D. Steganography was used to hide the leaked data inside the users photos Explanation: OBJ-2.8: The most likely explanation is that the user utilized steganography to hide the leaked data inside their trip photos. Steganography is the process of hiding one message inside another. By hiding the customer’s information within the digital photos, the incident response team would not see the data being hidden without knowing to look for it inside the seemingly benign pictures from the trip. The scenario did not mention whether or not the user connected to the corporate VPN from their home, and the company should log all VPN connections, so this is not the correct answer. Additionally, the user could not hash the data and email it to themselves without losing the information since hashes are a one-way algorithm. Therefore, even if the user had the hash value, they still would not have the customers' personal information. Finally, according to the scenario, the user’s email showed no evidence of encrypted files being sent.

Answer 64

B. Human machine interface Explanation: OBJ-3.3: The human-machine interface (HMI) provides the input and output controls on a PLC to allow a user to configure and monitor the system. In this scenario, Jason is sitting at a control panel with buttons and switches that are used to manually control the PLCs located throughout the reactor plant. A Safety Instrumented System (SIS) is composed of sensors, logic solvers, and final control elements (devices like horns, flashing lights, and/or sirens) used to return an industrial process to a safe state after predetermined conditions are detected. The data historian is a type of software that aggregates and catalogs data from multiple sources within an industrial control system’s control loop.
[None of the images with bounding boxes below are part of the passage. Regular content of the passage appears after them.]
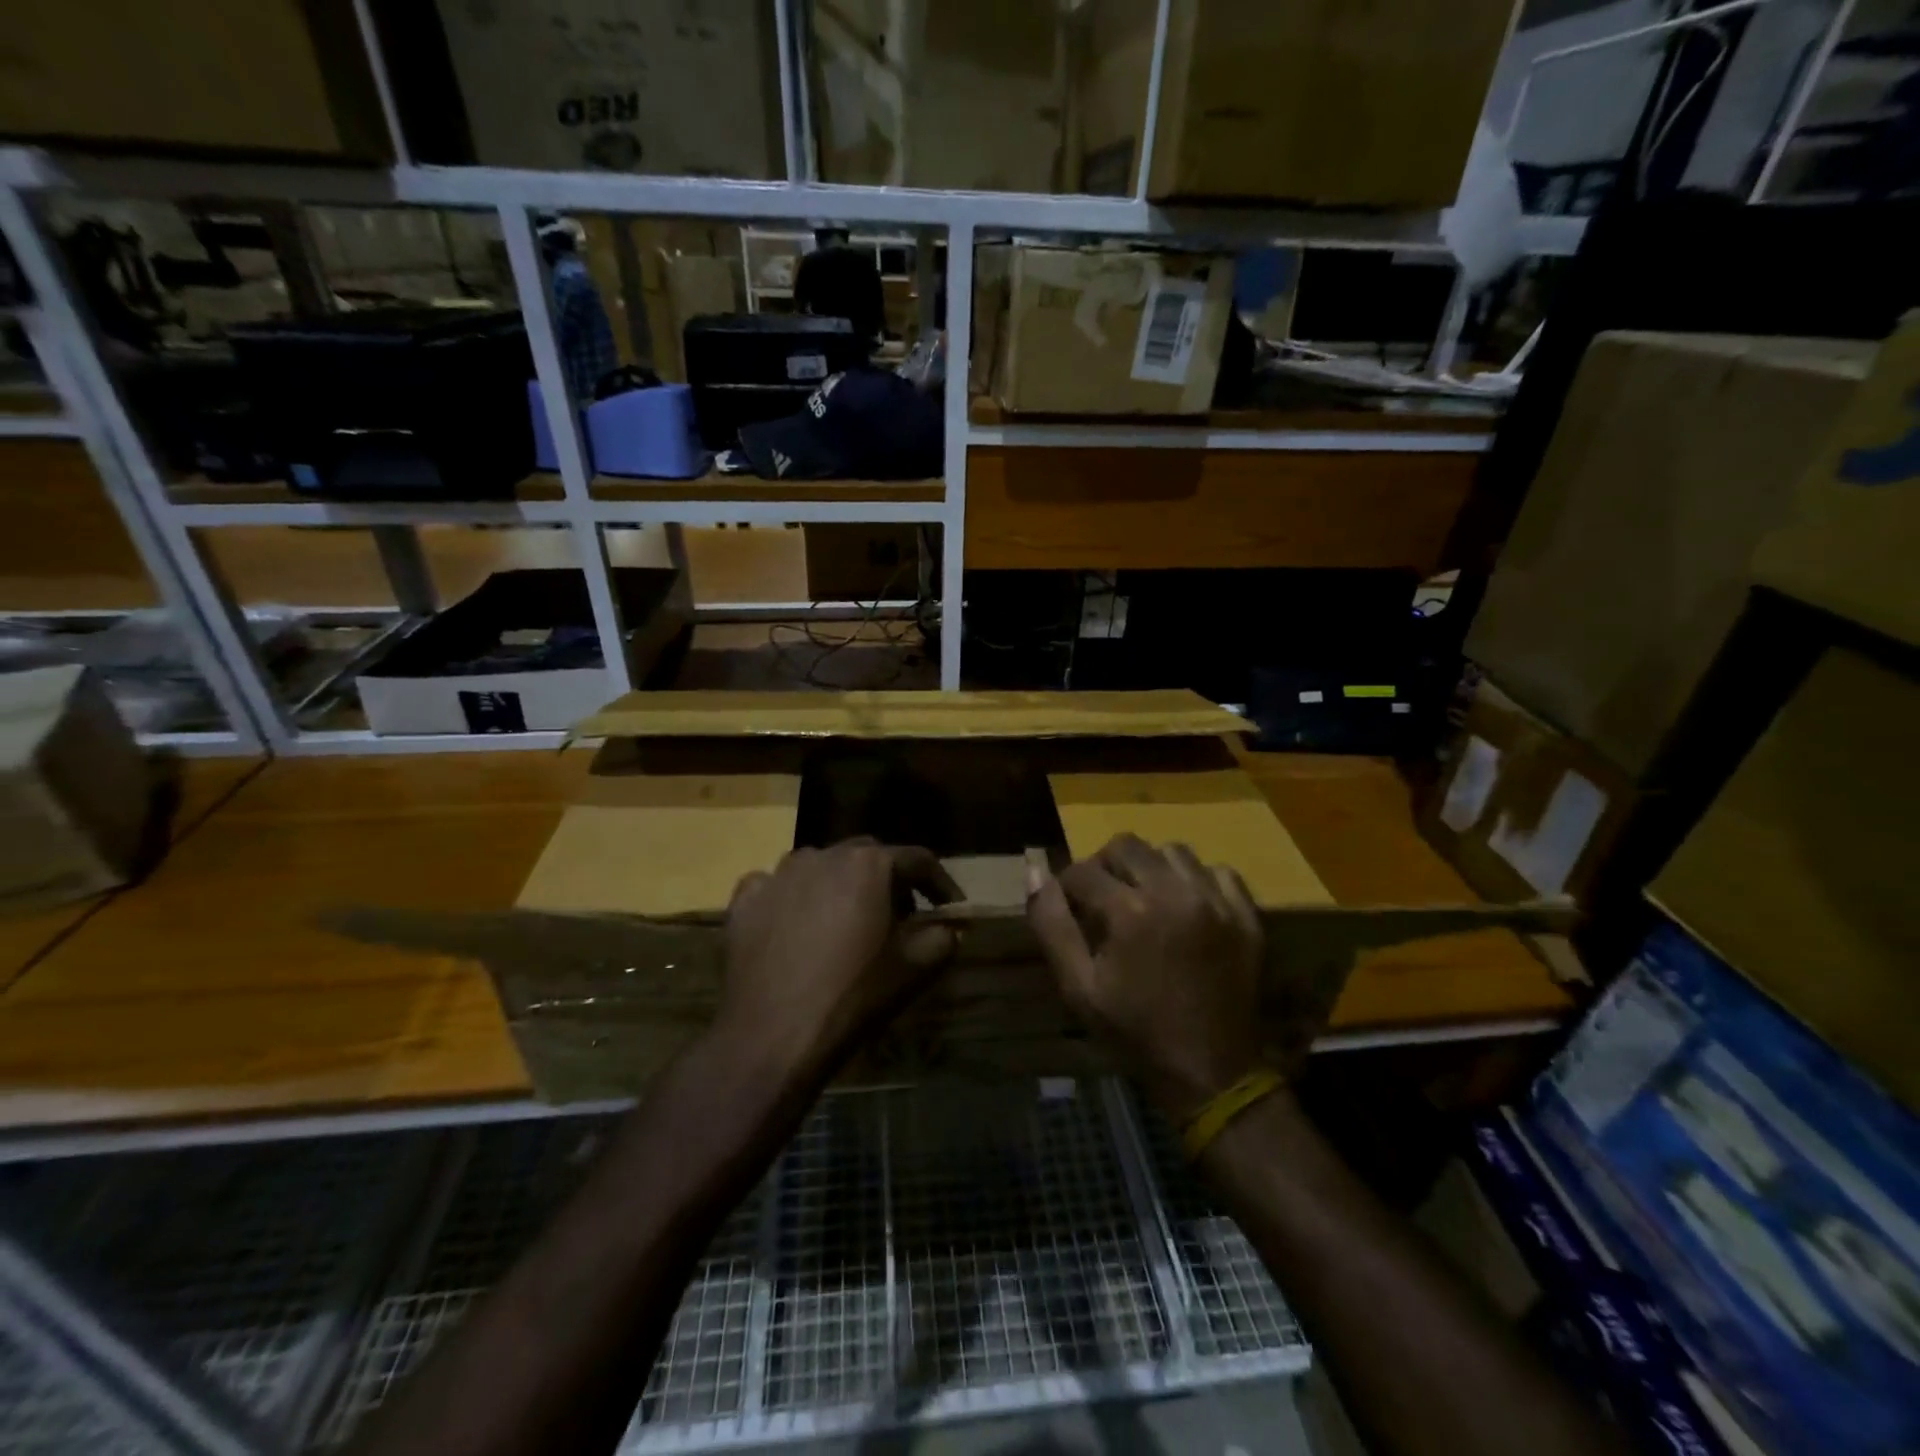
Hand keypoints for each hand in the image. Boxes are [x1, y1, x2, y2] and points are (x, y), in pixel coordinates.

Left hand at [721, 838, 959, 1080]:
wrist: (774, 1035)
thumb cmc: (854, 995)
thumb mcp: (915, 968)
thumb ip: (942, 938)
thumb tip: (948, 928)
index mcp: (868, 863)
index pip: (917, 860)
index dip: (940, 883)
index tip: (950, 906)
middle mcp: (822, 854)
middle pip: (866, 856)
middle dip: (888, 880)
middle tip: (898, 916)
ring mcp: (777, 874)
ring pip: (819, 867)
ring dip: (839, 886)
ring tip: (844, 921)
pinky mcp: (745, 899)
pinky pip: (776, 887)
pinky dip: (792, 900)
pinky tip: (794, 927)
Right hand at [1028, 834, 1267, 1121]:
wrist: (1211, 1073)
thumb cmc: (1136, 1032)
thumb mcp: (1078, 988)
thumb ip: (1052, 926)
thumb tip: (1035, 874)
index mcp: (1131, 911)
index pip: (1082, 871)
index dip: (1067, 887)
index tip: (1070, 909)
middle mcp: (1175, 892)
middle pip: (1126, 845)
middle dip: (1105, 866)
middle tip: (1104, 900)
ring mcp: (1216, 901)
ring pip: (1173, 851)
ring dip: (1150, 867)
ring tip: (1145, 899)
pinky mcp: (1246, 915)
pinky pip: (1219, 871)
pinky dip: (1198, 879)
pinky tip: (1187, 906)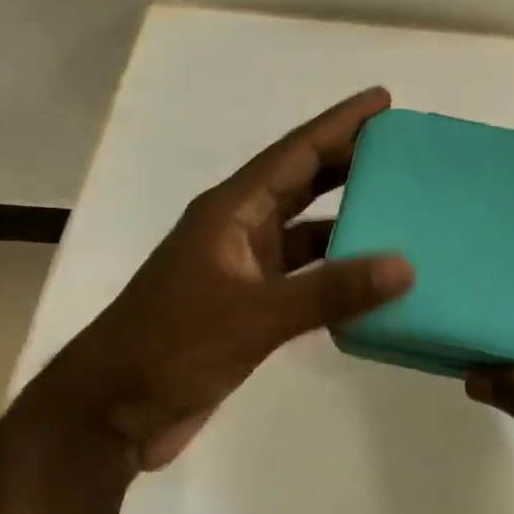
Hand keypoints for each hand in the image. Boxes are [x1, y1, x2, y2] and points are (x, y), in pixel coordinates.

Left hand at [24, 87, 413, 470]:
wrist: (109, 413)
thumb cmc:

Ladder Logic is a graphical, flowchart-like programming language used to program the special sequential control sequences used by a programmable logic controller (PLC).

Answer 65

A. Netcat will listen on port 8080 and output anything received to a remote connection on 192.168.1.76 Explanation: OBJ-2.2: The proper syntax for netcat (nc) is -l to signify listening and -p to specify the listening port. Then, the | character allows multiple commands to execute during a single command’s execution. Next, netcat sends the data to the given IP (192.168.1.76) over port 443. This is a common technique to bypass the firewall by sending traffic over port 443 (a secure SSL/TLS tunnel).

Answer 66

A. ECC Explanation: OBJ-3.6: Elliptic curve cryptography (ECC) is an approach to public-key cryptography based on the algebraic structure of elliptic curves over finite fields. One of the main benefits of ECC over non-ECC cryptography is an application that can achieve the same level of security provided by non-ECC cryptography while using a shorter key length. For example, an ECC algorithm using a 256-bit key length is just as strong as an RSA or Diffie-Hellman algorithm using a 3072-bit key length.